Which algorithms use the portable layer?
| Algorithm | Curve | Use case |
|---|---|---|
| ES256K | secp256k1 | Blockchain/DID signing (Bitcoin, Ethereum) |
| Ed448 | Ed448 | High-security EdDSA signing (448-bit) |
| X448 | X448 | Key agreement (448-bit Diffie-Hellman) |
EdDSA with Ed25519 does not use the portable layer — it goes through jose and Web Crypto directly.
When is the portable layer used?
The portable path is activated automatically when:
- You call
getKeyPair()withES256K,Ed448, orX448 - You call
signJwtWithPrivateKey()with one of these algorithms - You call
verifyTokenWithPublicKey()orcheckTokenValidness()and the token header or key material indicates one of these curves
You do not need to opt in — keylab detects the algorithm and routes accordingly.
Implementation
The portable layer uses @noble/curves:
- ES256K:
secp256k1from@noble/curves/secp256k1 - Ed448 / X448:
ed448/x448from@noble/curves/ed448
These are pure JavaScript implementations that work in every runtime without native crypto dependencies.
Key formats
JWK (recommended for portability)
JWK keys work in all runtimes (Node.js, Bun, Deno, Workers, browsers):
import { getKeyPair, JwtAlgorithmsEnum as Algs } from "keylab"
const es256kKeys = await getKeyPair({
algorithmIdentifier: Algs.ES256K,
keyFormat: "jwk",
keySize: 256,
})PEM (Node.js only)
PEM export requires Node.js crypto module and will throw in Workers/browsers:
const ed448Keys = await getKeyPair({
algorithmIdentifier: Algs.Ed448,
keyFormat: "pem",
keySize: 448,
})Signing
import { signJwtWithPrivateKey, JwtAlgorithmsEnum as Algs } from "keylab"
const token = await signJwtWithPrivateKey(
{ sub: "user-1", iss: "issuer" },
Algs.ES256K,
es256kKeys.privateKey,
{ kid: es256kKeys.kid },
)Verification
Portable algorithm tokens can be verified via any of the standard methods:
import { checkTokenValidness } from "keylab"
// Adhoc (in-memory keys)
const result = await checkTokenValidness(token, {
adhoc: [es256kKeys.publicKey],
})
// JWKS endpoint (keys are bucketed automatically)

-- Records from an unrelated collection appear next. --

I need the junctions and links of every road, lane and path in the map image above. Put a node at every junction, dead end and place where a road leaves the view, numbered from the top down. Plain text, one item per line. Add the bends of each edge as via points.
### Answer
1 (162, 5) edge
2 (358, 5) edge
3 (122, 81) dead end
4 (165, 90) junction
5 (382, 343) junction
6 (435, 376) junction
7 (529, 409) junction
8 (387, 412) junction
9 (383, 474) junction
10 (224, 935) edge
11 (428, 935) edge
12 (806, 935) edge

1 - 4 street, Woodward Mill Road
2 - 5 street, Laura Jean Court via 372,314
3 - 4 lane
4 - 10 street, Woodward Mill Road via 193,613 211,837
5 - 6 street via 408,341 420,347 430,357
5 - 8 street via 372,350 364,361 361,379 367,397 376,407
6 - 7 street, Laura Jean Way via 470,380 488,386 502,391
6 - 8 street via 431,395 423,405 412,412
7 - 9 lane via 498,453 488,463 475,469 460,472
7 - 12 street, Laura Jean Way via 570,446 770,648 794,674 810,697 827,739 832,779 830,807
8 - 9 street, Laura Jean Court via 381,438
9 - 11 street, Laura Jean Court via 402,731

const result = await checkTokenValidness(token, {
jwksUri: "https://issuer/.well-known/jwks.json",
})EdDSA detection
When using EdDSA as the algorithm, keylab inspects the key's crv field:
Ed25519→ standardjosepathEd448→ portable@noble/curvespath
This detection works for both signing and verification.